Makes ~4 jars
Juice of half a lemon
knob of butter
– Quarter the apricots and remove the stones.
– Crack the apricot stones with a mallet and a lot of strength and take out the kernels. Drop these into a cup of boiling water.
– After a minute take the kernels out and remove the brown skin.
– Put the apricots, kernels, lemon juice and water in a very large pan. Simmer for 15 minutes until the fruit is soft and the contents are well reduced.
– Take the pan off the head and add the sugar, stiring until it is dissolved.
– Add the butter and return to the heat boiling rapidly for about 15 minutes or until setting point is reached** make sure you keep stiring it from time to time or it may burn.

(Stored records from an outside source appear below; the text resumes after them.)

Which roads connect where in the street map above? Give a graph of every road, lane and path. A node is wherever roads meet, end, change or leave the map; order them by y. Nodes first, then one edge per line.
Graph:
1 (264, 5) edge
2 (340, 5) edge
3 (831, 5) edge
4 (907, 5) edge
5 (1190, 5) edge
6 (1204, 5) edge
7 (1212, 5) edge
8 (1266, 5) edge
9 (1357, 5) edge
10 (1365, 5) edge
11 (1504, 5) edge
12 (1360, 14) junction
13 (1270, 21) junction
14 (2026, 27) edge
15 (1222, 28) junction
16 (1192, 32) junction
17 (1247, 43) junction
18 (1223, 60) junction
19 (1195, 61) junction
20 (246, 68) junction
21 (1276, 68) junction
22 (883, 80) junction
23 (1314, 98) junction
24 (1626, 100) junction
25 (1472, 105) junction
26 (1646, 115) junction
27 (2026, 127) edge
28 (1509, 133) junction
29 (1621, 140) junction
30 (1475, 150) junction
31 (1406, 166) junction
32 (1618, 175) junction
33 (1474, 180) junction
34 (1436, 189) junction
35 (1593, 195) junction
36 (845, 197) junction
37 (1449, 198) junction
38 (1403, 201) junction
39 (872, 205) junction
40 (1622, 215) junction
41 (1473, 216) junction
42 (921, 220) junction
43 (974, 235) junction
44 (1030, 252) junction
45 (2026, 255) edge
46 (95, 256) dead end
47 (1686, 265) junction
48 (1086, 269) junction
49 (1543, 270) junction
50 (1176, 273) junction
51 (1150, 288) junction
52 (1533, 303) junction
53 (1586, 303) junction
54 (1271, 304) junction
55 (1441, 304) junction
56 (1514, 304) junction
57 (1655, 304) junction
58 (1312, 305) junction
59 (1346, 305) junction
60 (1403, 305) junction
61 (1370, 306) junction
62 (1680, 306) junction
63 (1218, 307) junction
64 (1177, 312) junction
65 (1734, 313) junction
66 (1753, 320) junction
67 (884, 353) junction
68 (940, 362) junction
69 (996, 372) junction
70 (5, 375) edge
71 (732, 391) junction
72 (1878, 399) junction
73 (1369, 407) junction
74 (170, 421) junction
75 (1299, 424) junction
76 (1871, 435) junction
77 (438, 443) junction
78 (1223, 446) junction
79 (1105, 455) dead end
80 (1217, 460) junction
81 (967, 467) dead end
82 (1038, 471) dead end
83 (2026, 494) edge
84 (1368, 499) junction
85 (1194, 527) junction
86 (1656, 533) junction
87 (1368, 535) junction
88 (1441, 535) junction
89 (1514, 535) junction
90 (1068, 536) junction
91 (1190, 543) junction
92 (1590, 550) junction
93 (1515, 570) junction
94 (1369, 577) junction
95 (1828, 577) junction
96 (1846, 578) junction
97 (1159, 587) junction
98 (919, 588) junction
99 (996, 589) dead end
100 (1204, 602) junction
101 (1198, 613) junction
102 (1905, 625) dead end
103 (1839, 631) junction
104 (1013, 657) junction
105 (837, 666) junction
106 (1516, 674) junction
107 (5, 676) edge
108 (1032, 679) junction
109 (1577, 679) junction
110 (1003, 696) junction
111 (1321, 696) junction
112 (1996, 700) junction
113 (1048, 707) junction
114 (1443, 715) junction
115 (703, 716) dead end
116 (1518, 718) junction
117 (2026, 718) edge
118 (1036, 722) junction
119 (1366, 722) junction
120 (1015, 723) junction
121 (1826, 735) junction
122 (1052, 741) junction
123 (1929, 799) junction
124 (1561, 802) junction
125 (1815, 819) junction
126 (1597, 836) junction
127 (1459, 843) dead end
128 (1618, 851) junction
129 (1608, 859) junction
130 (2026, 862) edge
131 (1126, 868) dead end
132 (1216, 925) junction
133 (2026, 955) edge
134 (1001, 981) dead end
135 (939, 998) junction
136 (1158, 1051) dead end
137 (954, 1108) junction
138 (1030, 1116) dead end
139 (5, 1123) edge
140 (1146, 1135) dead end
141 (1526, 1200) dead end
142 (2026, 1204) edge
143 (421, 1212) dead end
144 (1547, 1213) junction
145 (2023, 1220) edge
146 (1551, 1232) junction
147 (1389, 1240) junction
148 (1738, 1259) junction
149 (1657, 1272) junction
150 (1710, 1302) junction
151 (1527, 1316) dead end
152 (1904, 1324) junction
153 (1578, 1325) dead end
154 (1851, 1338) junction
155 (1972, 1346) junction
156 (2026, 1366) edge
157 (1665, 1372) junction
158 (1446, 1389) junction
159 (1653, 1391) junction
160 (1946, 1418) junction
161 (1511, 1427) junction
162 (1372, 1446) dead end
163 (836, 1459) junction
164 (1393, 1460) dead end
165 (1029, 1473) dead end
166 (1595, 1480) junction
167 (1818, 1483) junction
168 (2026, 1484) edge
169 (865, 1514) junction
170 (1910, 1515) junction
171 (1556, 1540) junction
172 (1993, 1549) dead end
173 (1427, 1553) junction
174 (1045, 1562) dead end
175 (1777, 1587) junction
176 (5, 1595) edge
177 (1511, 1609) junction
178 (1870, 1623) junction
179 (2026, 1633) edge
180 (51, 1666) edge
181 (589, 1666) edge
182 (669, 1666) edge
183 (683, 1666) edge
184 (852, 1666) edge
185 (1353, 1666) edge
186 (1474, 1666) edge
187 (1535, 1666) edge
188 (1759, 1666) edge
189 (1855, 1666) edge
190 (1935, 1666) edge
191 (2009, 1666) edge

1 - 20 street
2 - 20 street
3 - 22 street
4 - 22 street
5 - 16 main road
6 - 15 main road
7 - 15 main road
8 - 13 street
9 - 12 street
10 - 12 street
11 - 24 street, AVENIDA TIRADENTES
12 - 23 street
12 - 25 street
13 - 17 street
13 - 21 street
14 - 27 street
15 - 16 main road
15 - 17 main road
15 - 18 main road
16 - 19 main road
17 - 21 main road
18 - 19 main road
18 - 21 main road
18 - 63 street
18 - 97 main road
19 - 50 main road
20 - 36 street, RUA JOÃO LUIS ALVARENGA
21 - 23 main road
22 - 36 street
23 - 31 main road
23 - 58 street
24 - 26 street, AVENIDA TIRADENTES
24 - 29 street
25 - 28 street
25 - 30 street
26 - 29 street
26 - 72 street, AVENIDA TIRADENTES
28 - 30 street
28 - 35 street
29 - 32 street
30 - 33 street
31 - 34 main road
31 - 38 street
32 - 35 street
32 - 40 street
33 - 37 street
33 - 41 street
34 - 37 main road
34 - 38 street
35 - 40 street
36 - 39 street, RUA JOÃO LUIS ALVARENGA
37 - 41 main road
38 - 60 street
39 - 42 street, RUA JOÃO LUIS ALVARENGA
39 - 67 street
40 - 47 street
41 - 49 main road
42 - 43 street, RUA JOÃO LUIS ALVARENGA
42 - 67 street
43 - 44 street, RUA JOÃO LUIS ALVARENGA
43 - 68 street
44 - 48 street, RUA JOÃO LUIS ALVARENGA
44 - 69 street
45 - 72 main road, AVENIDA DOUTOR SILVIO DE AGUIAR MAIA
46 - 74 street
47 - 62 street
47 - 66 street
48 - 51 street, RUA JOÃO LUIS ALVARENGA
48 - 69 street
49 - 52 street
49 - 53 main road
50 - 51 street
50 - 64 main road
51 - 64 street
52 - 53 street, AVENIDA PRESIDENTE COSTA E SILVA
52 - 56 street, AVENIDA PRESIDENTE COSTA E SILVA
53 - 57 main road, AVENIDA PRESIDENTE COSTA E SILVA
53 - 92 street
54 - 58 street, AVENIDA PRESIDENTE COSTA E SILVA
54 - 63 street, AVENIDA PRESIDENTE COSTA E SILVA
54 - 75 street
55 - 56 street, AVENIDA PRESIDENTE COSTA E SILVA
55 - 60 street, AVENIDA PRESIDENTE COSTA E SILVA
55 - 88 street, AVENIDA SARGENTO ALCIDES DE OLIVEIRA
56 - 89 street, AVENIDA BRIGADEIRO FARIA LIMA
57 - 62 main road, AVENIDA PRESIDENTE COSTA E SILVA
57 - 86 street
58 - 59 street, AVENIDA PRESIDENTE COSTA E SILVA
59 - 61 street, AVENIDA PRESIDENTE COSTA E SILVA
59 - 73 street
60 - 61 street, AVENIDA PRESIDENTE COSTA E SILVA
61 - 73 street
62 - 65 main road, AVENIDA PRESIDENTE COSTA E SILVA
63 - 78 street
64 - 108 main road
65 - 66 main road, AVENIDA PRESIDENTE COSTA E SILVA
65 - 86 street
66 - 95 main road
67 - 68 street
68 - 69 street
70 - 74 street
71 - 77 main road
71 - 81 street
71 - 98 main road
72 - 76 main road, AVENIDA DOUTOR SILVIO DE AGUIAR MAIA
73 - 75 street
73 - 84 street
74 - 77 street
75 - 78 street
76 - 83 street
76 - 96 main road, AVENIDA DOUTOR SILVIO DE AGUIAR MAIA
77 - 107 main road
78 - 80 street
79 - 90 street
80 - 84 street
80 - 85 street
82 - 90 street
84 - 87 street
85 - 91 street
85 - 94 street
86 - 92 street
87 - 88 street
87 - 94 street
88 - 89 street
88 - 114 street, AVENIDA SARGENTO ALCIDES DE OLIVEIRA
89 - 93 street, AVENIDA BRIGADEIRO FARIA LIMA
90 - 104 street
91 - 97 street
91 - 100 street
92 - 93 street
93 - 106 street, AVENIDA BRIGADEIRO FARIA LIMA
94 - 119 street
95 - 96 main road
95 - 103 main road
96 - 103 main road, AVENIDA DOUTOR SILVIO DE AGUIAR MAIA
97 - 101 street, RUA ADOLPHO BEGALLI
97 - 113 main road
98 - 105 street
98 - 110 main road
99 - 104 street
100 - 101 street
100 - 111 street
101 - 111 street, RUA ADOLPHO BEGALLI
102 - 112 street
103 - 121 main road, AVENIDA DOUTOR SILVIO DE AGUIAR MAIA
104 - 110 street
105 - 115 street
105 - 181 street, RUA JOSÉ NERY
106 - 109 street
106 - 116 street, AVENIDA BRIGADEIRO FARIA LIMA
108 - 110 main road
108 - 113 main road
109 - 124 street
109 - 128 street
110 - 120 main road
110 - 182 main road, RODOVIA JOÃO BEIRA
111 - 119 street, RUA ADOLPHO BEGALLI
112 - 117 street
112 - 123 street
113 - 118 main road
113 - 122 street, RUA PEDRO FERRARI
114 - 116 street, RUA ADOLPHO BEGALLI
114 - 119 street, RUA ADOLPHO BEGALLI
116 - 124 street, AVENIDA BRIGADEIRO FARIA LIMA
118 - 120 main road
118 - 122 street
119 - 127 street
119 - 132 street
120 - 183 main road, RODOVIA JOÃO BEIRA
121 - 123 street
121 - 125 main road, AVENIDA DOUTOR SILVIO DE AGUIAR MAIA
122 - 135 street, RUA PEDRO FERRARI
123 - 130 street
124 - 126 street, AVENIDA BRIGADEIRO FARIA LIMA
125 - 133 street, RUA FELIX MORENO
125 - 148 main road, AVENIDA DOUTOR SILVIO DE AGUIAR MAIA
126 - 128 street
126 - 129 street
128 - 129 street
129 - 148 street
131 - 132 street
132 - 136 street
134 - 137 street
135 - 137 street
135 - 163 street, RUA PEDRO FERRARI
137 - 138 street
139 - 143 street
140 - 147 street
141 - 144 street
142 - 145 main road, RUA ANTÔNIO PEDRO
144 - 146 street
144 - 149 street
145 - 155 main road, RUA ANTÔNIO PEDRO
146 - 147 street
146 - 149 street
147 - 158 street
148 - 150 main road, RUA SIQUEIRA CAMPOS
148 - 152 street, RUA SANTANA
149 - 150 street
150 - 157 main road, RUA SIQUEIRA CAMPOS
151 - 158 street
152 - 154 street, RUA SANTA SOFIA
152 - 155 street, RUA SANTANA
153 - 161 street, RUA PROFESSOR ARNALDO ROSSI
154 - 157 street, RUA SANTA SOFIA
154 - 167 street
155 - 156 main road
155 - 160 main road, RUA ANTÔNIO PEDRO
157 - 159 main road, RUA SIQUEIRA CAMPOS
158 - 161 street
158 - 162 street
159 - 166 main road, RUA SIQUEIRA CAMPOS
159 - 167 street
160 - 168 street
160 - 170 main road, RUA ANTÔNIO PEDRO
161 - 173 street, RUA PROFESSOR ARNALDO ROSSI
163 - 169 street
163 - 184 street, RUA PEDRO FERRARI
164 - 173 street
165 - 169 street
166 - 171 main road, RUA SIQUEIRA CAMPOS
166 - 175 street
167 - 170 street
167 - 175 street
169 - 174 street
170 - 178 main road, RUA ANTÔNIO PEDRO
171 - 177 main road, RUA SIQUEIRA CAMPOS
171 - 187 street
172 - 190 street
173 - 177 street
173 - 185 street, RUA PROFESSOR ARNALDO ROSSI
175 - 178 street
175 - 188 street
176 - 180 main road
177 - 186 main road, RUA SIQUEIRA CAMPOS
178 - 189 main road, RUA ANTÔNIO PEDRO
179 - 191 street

– Remove any scum with a slotted spoon and then pour into pots.***
* This recipe can be adapted with a bit of mathematics to any quantity of apricots.
** To test this first hold up the spoon you are stirring the mixture with and see how it drips. When the drips get slow and it looks more viscous instead of rapid and runny test a small bit of the jam on a small plate that you have put in the freezer. If you push this jam across the plate with your finger and it wrinkles up ahead of your finger then it has reached setting point.
*** To sterilise the pots before use wash them in hot soapy water and rinse them thoroughly. Then put in the oven on a low heat to dry. Bring out of the oven fill and put the lid on while it’s still hot. This forms a seal and means it will remain sterile.